Sunday, September 7, 2008

State schools shunned for home education

Parents are increasingly seeking alternative forms of education such as home schooling or Steiner schools to free their children from the state sector's regime of testing and targets, academics suggest today. Most English pupils now start formal learning at four years old, among the youngest in the world, and go on to be the most tested throughout their education, according to a series of in-depth reports which will feed into a major review of primary schooling by Cambridge University.

Many parents are now considering alternative forms of education and more are opting to home-educate their children. The government should learn from the way children are taught in alternative settings such as Steiner schools where they learn through play, the academics say.

"Both the numbers opting for home schooling and the range of motivations of those wishing to do so have expanded considerably in recent years. One substantial and growing group is comprised of those who have abandoned formal schooling because they believe it to be too constrained," according to a paper by James Conroy and colleagues at Glasgow University. An estimated 50,000 children are being educated at home. A second paper, also released today, reveals that English children are attending school earlier, and spend more days a year at school, and in increasingly large institutions.

Most children now start school at four, the second study, The Structure of Primary Education, by the National Foundation for Educational Research, finds, despite the legal age being after their fifth birthday. One factor has been rising demand for childcare as more women work full-time.

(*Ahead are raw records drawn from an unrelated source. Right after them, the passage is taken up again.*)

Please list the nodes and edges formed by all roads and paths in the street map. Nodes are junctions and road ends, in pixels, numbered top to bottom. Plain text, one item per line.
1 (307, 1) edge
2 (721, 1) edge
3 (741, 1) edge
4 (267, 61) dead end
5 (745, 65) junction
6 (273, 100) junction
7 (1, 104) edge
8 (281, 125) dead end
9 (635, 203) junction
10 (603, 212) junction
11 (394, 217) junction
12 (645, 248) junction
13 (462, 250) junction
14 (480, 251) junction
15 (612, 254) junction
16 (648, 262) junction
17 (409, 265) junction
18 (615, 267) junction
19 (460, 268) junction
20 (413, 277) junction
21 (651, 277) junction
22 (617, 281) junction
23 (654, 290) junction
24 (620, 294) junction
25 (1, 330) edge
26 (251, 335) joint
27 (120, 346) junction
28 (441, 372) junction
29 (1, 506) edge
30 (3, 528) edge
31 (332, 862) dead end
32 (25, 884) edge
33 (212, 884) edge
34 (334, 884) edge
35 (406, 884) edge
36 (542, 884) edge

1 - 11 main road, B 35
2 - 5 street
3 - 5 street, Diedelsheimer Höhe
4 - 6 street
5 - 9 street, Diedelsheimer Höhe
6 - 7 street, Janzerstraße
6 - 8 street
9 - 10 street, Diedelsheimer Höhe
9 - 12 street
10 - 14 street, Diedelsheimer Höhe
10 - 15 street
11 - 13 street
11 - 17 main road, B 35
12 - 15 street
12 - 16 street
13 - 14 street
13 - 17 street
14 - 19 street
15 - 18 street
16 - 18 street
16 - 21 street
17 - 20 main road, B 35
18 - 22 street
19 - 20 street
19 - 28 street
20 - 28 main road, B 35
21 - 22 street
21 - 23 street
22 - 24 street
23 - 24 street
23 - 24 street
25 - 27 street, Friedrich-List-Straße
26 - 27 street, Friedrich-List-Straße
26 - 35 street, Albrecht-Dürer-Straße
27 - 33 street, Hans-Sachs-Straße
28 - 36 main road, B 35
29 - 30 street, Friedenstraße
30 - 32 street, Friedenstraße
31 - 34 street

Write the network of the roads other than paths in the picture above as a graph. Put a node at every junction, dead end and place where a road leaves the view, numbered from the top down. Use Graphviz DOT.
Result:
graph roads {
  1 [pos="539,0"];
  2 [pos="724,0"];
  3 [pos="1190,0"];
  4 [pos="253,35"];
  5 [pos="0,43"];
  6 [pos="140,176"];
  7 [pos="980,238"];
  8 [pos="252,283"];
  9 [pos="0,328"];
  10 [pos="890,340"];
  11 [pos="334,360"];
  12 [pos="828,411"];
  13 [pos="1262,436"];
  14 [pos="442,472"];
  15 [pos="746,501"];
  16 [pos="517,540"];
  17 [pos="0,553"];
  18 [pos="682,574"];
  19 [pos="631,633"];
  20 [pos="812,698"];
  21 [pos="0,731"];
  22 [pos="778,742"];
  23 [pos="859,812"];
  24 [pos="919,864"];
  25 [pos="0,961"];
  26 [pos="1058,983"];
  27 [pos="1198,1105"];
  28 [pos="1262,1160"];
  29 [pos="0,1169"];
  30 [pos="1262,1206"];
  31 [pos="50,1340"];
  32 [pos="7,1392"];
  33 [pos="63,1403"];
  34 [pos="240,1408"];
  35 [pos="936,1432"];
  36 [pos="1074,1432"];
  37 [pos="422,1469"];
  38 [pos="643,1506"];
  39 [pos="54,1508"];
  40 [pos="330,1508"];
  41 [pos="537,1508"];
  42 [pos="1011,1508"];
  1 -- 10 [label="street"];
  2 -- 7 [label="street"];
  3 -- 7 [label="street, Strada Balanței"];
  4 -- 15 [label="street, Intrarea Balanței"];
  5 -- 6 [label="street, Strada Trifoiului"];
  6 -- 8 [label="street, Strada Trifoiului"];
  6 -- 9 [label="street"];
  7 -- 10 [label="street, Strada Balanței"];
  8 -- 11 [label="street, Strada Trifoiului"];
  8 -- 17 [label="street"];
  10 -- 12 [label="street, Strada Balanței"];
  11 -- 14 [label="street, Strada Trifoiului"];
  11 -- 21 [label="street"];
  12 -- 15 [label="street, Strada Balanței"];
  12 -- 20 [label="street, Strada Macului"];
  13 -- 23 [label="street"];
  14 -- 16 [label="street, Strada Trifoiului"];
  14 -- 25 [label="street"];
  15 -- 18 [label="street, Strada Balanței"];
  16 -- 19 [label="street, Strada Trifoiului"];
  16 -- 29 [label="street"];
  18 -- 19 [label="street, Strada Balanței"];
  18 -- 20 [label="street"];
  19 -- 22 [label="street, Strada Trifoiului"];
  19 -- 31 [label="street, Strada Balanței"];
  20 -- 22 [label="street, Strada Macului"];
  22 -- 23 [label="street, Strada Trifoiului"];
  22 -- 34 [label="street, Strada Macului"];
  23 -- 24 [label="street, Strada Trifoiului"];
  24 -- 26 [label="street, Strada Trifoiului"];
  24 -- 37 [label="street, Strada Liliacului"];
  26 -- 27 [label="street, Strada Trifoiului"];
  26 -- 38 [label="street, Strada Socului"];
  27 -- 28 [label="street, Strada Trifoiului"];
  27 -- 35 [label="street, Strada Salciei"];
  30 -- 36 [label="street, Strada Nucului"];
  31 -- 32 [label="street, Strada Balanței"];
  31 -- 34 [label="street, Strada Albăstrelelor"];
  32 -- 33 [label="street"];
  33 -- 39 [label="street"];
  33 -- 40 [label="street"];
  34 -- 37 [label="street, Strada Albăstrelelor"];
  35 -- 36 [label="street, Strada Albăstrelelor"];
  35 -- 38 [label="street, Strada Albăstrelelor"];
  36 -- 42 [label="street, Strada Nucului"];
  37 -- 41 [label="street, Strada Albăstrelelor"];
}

The school starting age has not changed since it was introduced in 1870 to prevent child labour abuses. The average school size in England in 2006 was 224 pupils, compared with 128 in Scotland and higher than any other country in the study. A third study, on the curriculum and assessment, led by Kathy Hall at the National University of Ireland in Cork, says that English schoolchildren are among the most tested in the world. "No other country appears to be so preoccupied with national standards," it says. The research says home-educated children perform better and that children from disadvantaged backgrounds can improve disproportionately. Home-educated pupils are less likely to watch TV or spend hours on computers.

The Cambridge review, led by Professor Robin Alexander, is the biggest independent review of primary schooling in 40 years.